The great statesman’s religious convictions remained to the end somewhat enigmatic, even elusive. Yet Smith’s succinct but exhaustive survey of the matter demonstrates that two positions can be safely ruled out: Churchill was neither an atheist (except for a brief if intense period of unbelief in his youth) nor an orthodox Christian who affirmed the Trinitarian God and the divinity of Jesus Christ. The distinguished historian and Churchill scholar John Lukacs, himself a Catholic of serious conviction, sees Churchill as above all a pagan in the noblest classical sense, even if his moral convictions were shaped in important respects by Christianity. There is some truth to this. But Churchill’s magnanimity, a quintessentially and initially pagan virtue, was always accompanied by a sense of mercy, chivalry, duty, fair play, and concern for the “humble masses” in their “cottage homes,” that took the hardest edges off of classical pride.

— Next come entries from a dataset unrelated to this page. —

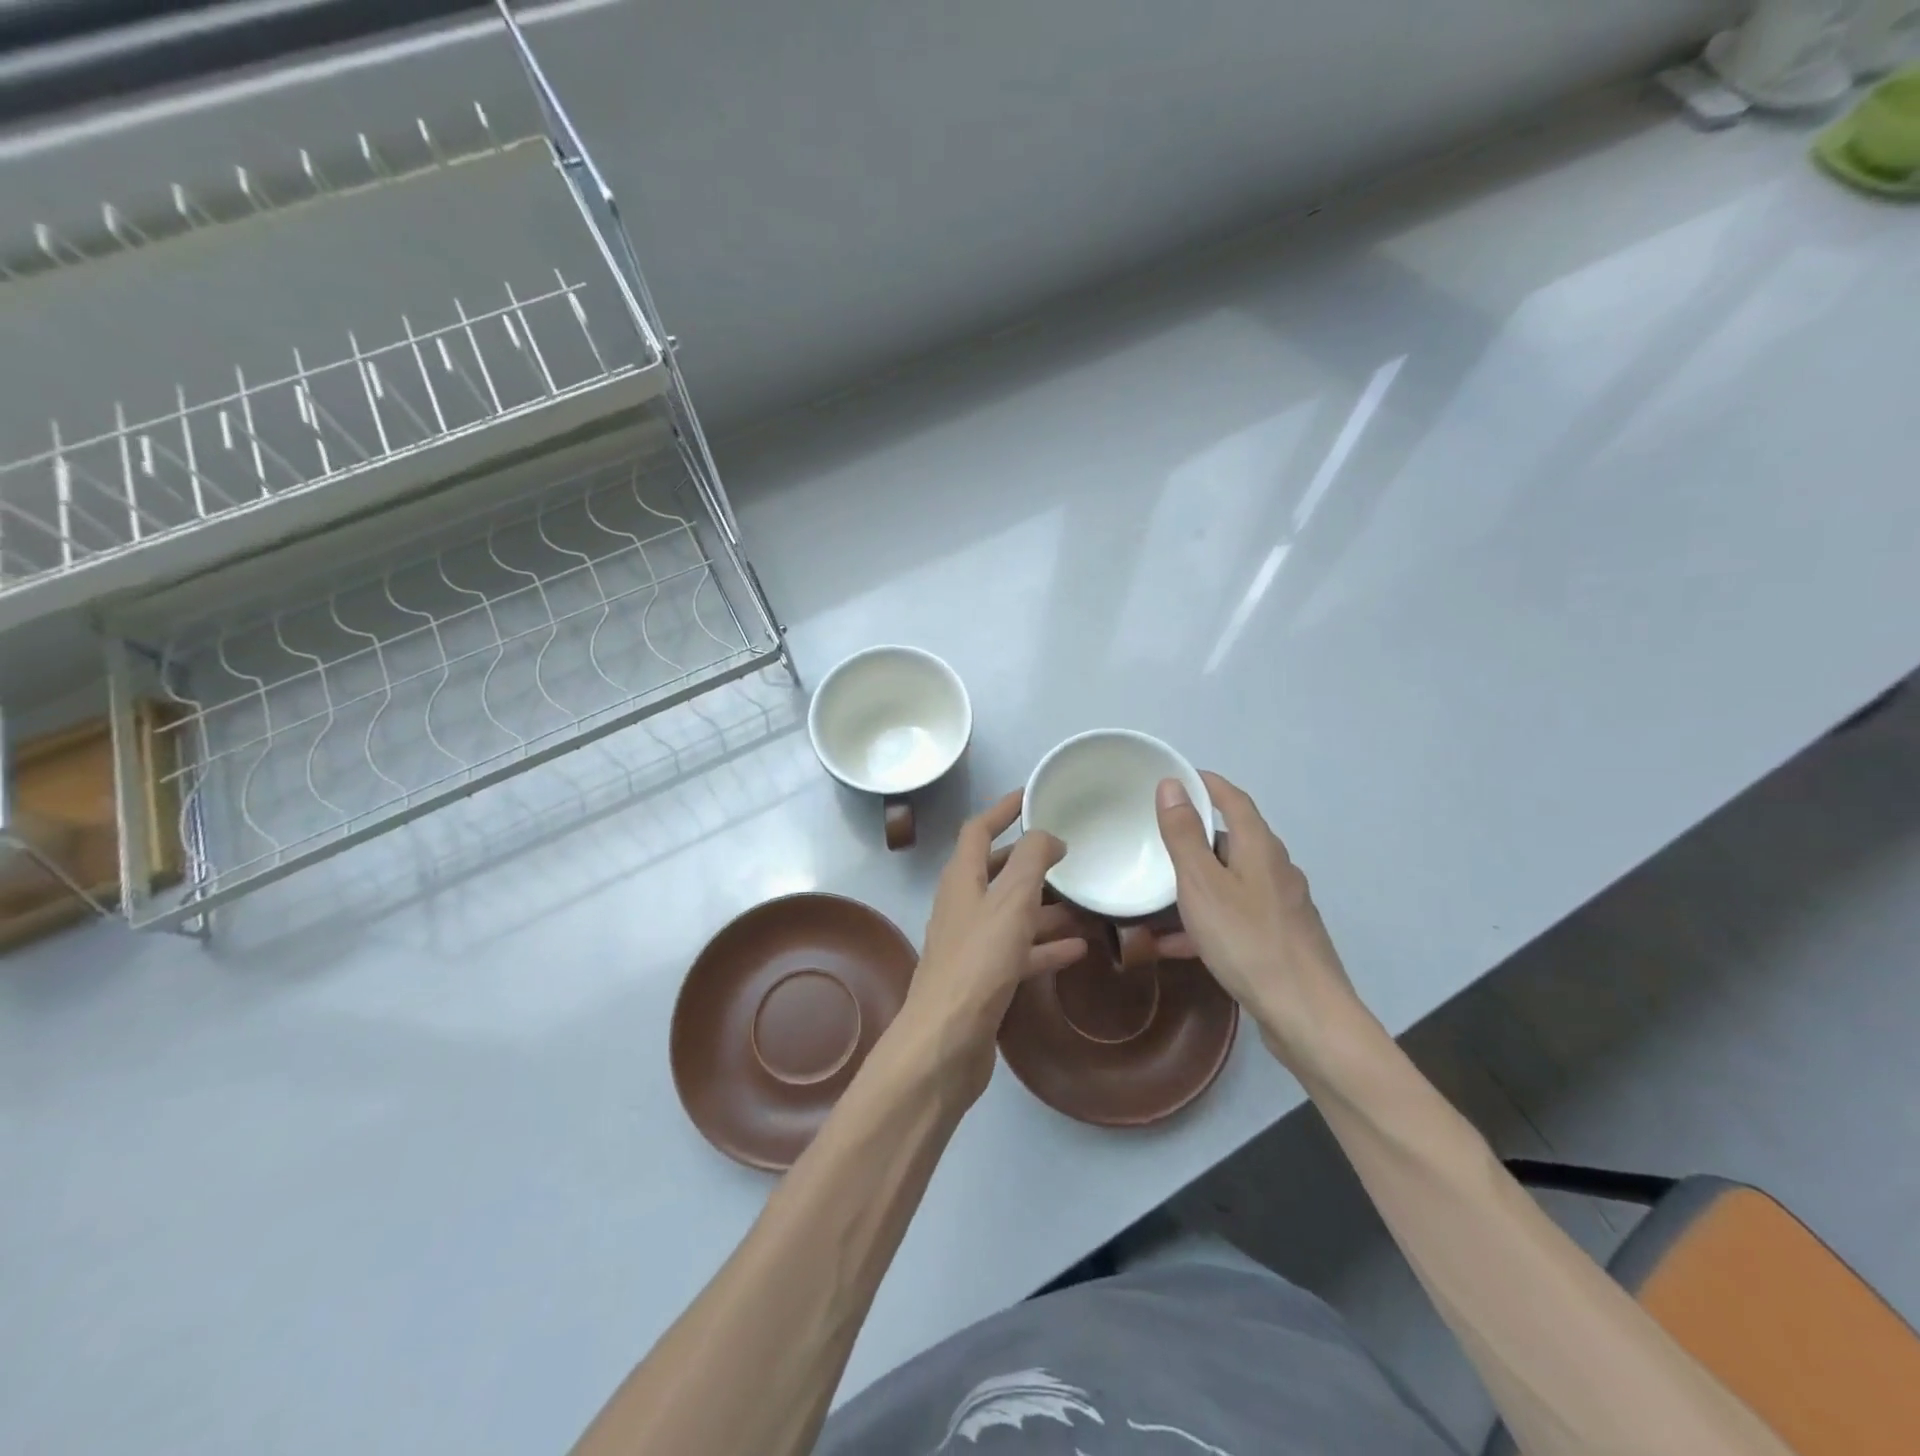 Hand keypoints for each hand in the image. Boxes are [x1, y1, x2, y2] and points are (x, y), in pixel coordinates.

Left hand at [895, 791, 1088, 1099]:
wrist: (947, 1042)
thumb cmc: (979, 961)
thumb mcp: (1011, 900)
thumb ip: (1031, 860)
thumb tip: (1048, 836)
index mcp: (961, 879)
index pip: (978, 829)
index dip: (1003, 809)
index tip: (1032, 795)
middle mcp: (962, 906)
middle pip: (995, 870)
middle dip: (1027, 858)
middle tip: (1067, 850)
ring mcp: (971, 944)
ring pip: (1011, 913)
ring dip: (1044, 905)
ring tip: (1084, 900)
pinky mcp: (984, 979)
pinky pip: (1020, 951)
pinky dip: (1045, 946)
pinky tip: (1079, 949)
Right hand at [1154, 772, 1361, 1063]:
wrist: (1306, 1015)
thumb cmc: (1248, 940)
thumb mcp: (1202, 884)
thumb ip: (1184, 835)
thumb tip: (1172, 785)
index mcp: (1260, 848)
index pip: (1233, 800)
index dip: (1206, 784)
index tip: (1177, 778)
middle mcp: (1276, 870)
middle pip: (1234, 840)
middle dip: (1197, 835)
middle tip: (1158, 836)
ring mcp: (1282, 906)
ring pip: (1232, 881)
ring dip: (1198, 881)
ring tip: (1160, 891)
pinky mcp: (1281, 939)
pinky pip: (1235, 916)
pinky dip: (1207, 919)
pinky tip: (1176, 944)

As Smith, Paul Johnson, and Paul Addison all emphasize, Churchill had genuine solicitude for the fate of the poor, the “small man,” “the underdog”—a solicitude that led him to promote salutary welfare measures as a minister in a liberal government during the Edwardian period at the beginning of the 20th century. He strongly opposed socialism but supported a modest but vigorous welfare state to “help the poor and the working class.” Churchill was magnanimous and chivalric in a way that owes much to the precious inheritance that is Christian ethics: his greatness of soul was marked by generosity, kindness, and a concern for the common good. Like the pagan Cicero and the Christian Edmund Burke, his soul impressively melded together magnanimity and moderation, heroic greatness with solicitude for political liberty and the survival and sustenance of civilized order. His capacious soul had ample room for the full range of the classical and the Christian virtues, and for a high-minded conception of democracy that did not reject the necessary “continuity” of civilization. He did not reject democracy; he aimed to ennoble it within the limits of the possible. Like Burke, he was a man of high and principled prudence.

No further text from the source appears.